EXAMPLE THREE Commercial Property (Landlord Description: A commercial property owned by a ‘landlord’ who is VAT registered and has opted to tax the building, meaning he must add VAT at 20% to the rent. The property has a rebuild value of: £1,000,000 excluding VAT and £1,200,000 including VAT Recommendation: If the property is partially or completely destroyed and has to be rebuilt, the property should be insured for £1,000,000 as the landlord will be able to reclaim the VAT. Note: Some landlords can still be VAT registered, but may NOT opt to tax the building or buildings they rent out. In such cases, the rents will be exempt from VAT and therefore the VAT on associated costs would not be reclaimable. In this scenario the property should be insured for £1,200,000.


EXAMPLE FOUR Household Property In general, when it comes to residential properties, VAT is not applied to a new build property or to a 100% rebuild of a property, as they are zero-rated. However, if the property is only partially destroyed, VAT would normally be charged on the rebuild and, therefore, consideration of this needs to be taken into account when deciding how much to insure a property for. On the basis that no one can predict a full or partial loss of a building, it may be prudent to consider including the VAT element within the building sums in insured. Additionally, if the residential property has outbuildings, swimming pools, etc., these can also be subject to VAT for rebuilding purposes and, therefore, it is normally recommended to include the VAT element for all outbuildings of this nature.

EXAMPLE FIVE Blocks of Flats If an insured would be able to reclaim the VAT portion of invoices incurred as part of the claim settlement then: • they do not need to include VAT within the sum insured If an insured would be unable to reclaim the VAT portion of invoices incurred as part of the claim settlement then: • they should include VAT within the sum insured to avoid potential under-insurance There are also complexities which mean that even a VAT registered organisation may not be able to reclaim VAT in all circumstances. For example: • Where a VAT registered organisation uses only part of a property to generate taxable income they will only be able to reclaim VAT on the portion that generates taxable income. This means that VAT would be partially recoverable on reinstatement of the building. • Where a VAT registered property owner opts not to tax rents on a particular property no VAT would be recoverable on reinstatement of that building.


A VAT registered organisation may benefit from certain exemptions, the reduced rate of VAT in certain circumstances, or specific VAT rules may apply to their trade.
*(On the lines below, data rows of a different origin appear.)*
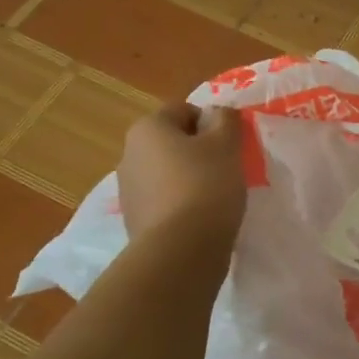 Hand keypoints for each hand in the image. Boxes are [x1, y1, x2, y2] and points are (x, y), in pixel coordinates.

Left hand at [118, 102, 247, 246]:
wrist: (181, 249)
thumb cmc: (206, 185)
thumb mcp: (226, 144)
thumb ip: (226, 120)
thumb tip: (218, 113)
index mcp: (147, 128)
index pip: (183, 110)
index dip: (211, 122)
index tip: (229, 144)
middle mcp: (129, 154)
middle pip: (172, 142)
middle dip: (199, 151)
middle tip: (226, 169)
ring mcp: (128, 190)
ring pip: (167, 172)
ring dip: (189, 178)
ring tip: (216, 198)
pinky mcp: (134, 220)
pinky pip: (163, 201)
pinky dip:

Only the insured and their accountant or other financial or tax advisor will be able to assess whether this applies and the impact it may have. Confusion often occurs when considering residential buildings. New build residential buildings and 100% re-build of residential buildings are zero rated for VAT purposes; that is to say that no VAT is charged. However, this requires that reinstatement of the building is considered to be 100% re-build. Often, foundations remain intact and that could be sufficient for the building not to be considered as 100% re-build for VAT purposes. In addition, VAT does apply to demolition work and professional fees, and outbuildings may be subject to VAT even where the main building is residential. In reality, the majority of losses that we see are partial losses, where the claim relates to repairs to the building. These partial losses will all attract VAT, even for residential buildings. In summary, if the insured is unsure whether they would be able to reclaim the VAT portion of invoices incurred as part of a claim settlement then they should seek specialist advice. Failing that, they should include VAT within the sum insured to ensure they are not underinsured in the event of a loss, especially as VAT will apply to partial losses. An insured may exclude VAT from the sum insured where they are confident that in the event of a loss of any type / nature they will be able to fully recover all VAT.